Il popolo, smemorato, è stato liberato dalla schiavitù, ma non riconosce più la presenza di D-o, vuole farsi un dio a propria misura. Mosè è adirato per questo fatto e dopo essere disceso dal monte con le tavole scritte da D-o stesso, le scaglia e le manda in frantumi.
Il Signore aiuta Mosè a non farsi troppe colpe. Il suo compito vero é di andare avanti e di aiutare a ritrovare il rapporto con D-o, l’Altissimo.
Il peccato grande viene cancellato aiutando le persone a riscoprire il senso essenziale della fede che si fonda sulla piccolezza.

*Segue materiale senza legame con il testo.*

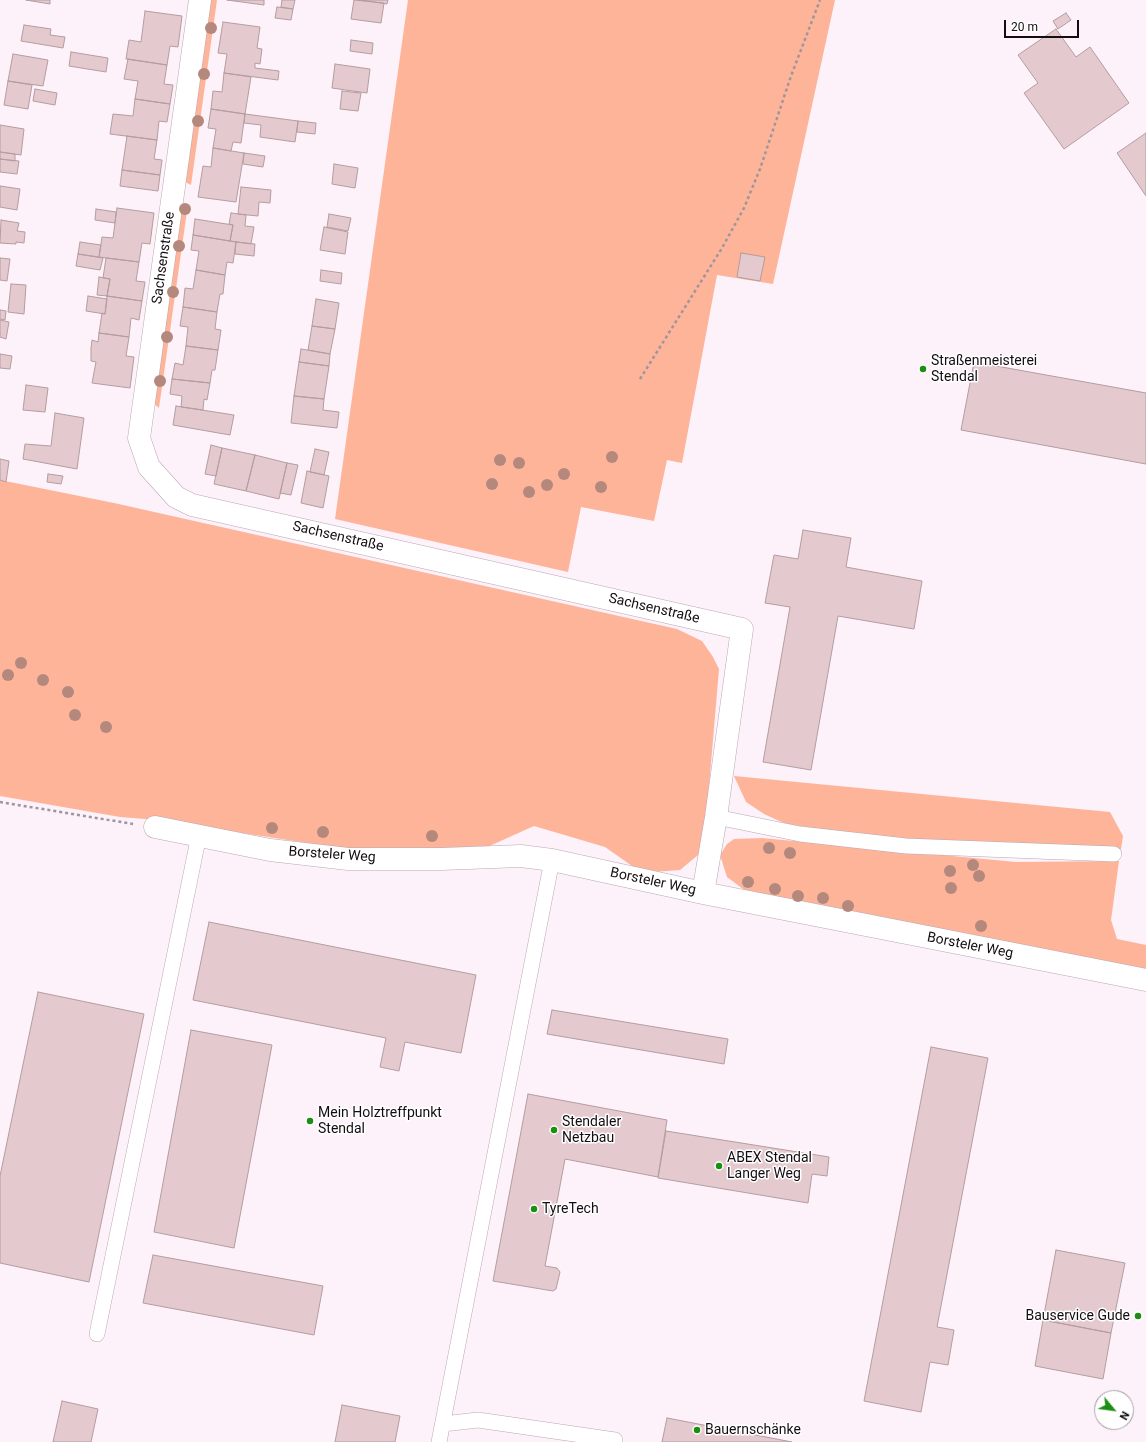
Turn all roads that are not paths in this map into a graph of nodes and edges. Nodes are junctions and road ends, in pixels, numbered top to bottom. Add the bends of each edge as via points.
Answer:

É questo che ci racconta l’Evangelo di oggi (Matteo 13,31-35) ricordandoci dal più piccolo dei semi di senape nasce perfino un albero che è dimora dei nidi degli uccelli.
Dalle cose piccole si scopre la presenza del Signore, non con le provocazioni, le sostituzioni e nemmeno bastando a se stessi, ma assumendo il coraggio dell’essenziale, il coraggio del riconoscere la piccolezza come fonte di sviluppo del regno di D-o.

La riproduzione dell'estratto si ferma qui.